2021-03-30 23:38:30

by Dan Williams

[permalink] [raw]
Subject: [PATCH v3 3/4] cxl/mem: Do not rely on device_add() side effects for dev_set_name() failures

While device_add() will happen to catch dev_set_name() failures it is a
broken pattern to follow given that the core may try to fall back to a
different name.

Add explicit checking for dev_set_name() failures to be cleaned up by
put_device(). Skip cdev_device_add() and proceed directly to
put_device() if the name set fails.

This type of bug is easier to see if 'alloc' is split from 'add'
operations that require put_device() on failure. So cxl_memdev_alloc()
is split out as a result.

Fixes: b39cb1052a5c ("cxl/mem: Register CXL memX devices")
Reported-by: Jason Gunthorpe <[email protected]>
Signed-off-by: Dan Williams <[email protected]>
---
drivers/cxl/mem.c | 41 ++++++++++++++++++++++++++++++-----------
1 file changed, 30 insertions(+), 11 deletions(-)

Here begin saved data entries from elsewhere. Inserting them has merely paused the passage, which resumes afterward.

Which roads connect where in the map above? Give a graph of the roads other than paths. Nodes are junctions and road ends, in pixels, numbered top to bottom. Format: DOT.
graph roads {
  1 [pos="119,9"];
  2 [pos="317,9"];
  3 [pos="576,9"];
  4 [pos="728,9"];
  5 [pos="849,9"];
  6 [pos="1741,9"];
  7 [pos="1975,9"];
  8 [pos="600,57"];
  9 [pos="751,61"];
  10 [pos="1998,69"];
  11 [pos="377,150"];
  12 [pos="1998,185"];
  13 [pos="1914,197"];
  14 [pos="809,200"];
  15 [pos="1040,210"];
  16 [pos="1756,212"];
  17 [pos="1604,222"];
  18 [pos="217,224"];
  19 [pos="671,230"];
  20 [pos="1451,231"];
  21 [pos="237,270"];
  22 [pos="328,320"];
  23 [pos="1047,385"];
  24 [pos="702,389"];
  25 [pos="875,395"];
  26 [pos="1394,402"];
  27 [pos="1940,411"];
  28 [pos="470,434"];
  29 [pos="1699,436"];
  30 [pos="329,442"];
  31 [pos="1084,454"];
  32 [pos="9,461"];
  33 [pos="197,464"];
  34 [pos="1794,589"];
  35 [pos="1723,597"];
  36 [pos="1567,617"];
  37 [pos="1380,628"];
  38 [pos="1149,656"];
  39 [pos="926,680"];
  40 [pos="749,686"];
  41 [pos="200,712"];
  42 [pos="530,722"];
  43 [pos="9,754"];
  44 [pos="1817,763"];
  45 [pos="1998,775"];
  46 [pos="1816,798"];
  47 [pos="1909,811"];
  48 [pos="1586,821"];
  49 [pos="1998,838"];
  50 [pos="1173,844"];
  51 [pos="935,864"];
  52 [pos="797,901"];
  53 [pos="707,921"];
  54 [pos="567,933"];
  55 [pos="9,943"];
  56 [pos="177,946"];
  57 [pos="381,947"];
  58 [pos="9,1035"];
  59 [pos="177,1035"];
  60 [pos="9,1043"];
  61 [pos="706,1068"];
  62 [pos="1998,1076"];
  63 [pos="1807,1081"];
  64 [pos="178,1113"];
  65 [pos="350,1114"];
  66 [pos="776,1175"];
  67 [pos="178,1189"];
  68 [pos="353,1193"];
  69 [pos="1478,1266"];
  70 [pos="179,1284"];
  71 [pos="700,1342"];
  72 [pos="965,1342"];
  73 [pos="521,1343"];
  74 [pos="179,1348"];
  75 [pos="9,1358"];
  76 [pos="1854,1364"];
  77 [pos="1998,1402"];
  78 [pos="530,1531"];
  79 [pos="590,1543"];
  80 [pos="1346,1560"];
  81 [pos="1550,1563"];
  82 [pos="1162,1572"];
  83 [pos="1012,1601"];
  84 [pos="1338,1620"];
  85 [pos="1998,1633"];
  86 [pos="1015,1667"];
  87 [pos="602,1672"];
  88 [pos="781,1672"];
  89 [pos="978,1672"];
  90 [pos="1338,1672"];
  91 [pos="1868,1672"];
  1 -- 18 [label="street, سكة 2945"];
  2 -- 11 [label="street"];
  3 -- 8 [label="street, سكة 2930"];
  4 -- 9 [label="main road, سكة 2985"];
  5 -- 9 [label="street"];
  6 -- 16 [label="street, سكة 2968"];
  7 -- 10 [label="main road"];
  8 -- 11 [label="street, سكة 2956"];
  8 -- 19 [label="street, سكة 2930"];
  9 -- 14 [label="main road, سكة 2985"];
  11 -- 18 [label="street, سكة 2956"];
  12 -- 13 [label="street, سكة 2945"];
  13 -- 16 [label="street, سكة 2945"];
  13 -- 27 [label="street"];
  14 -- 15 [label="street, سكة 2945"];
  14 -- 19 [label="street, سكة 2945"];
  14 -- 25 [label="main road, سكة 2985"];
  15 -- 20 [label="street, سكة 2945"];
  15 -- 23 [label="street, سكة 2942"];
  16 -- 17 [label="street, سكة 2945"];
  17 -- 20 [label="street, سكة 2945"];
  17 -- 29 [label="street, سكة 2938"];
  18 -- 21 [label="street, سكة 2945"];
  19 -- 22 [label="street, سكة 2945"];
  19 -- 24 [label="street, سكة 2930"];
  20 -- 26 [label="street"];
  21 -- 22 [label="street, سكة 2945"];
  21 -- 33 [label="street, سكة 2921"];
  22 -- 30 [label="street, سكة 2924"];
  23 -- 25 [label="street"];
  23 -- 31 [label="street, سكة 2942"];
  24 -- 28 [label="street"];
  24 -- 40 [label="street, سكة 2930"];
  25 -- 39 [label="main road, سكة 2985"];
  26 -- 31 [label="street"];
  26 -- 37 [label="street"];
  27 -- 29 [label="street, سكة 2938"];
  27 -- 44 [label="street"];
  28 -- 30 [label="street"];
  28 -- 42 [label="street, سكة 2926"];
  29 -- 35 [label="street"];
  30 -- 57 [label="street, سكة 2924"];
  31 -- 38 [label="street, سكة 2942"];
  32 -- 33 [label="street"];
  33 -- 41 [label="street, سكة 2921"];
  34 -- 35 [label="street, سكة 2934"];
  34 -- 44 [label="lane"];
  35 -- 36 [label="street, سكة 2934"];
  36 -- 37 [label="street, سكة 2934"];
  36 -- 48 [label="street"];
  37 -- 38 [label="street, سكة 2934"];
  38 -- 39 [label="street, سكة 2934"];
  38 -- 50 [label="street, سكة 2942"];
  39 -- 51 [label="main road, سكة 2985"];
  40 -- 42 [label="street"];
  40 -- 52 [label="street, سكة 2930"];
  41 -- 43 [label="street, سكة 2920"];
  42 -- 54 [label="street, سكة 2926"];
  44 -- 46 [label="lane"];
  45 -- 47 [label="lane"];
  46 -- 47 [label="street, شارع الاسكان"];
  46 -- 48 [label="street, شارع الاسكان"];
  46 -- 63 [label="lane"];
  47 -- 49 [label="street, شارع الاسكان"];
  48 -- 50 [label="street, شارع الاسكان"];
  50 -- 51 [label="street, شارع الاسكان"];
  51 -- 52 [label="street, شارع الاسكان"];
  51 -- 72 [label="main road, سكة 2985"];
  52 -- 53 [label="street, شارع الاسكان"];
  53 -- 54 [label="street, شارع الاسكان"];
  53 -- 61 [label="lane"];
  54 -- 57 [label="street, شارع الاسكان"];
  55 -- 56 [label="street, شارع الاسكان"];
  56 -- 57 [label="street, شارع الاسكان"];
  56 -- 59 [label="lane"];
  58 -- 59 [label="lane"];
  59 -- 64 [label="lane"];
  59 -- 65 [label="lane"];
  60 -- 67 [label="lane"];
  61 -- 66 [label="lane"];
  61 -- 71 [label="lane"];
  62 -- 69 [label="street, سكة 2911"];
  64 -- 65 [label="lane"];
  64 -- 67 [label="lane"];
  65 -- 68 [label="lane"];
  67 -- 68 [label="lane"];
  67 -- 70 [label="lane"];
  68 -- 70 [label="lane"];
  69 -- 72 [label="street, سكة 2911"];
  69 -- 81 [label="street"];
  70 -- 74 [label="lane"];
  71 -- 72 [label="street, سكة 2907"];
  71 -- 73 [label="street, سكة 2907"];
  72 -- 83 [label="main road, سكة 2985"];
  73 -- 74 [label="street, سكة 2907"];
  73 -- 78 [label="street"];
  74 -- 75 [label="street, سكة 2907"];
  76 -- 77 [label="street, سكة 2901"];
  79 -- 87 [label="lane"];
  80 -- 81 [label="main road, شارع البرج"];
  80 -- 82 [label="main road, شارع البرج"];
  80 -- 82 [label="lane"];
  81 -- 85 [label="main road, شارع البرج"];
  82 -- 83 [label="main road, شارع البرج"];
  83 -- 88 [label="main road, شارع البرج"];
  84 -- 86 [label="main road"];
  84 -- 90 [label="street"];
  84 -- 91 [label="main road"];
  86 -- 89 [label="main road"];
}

diff --git a/drivers/cxl/mem.c b/drivers/cxl/mem.c
index 2cf620d201a6..759713b619ab 100644
--- a/drivers/cxl/mem.c
+++ b/drivers/cxl/mem.c
@@ -1187,7 +1187,7 @@ static void cxl_memdev_unregister(void *_cxlmd)
put_device(dev);
}

-static int cxl_mem_add_memdev(struct cxl_mem *cxlm)
+static struct cxl_memdev *cxl_memdev_alloc(struct cxl_mem *cxlm)
{
struct pci_dev *pdev = cxlm->pdev;
struct cxl_memdev *cxlmd;
@@ -1197,11 +1197,11 @@ static int cxl_mem_add_memdev(struct cxl_mem *cxlm)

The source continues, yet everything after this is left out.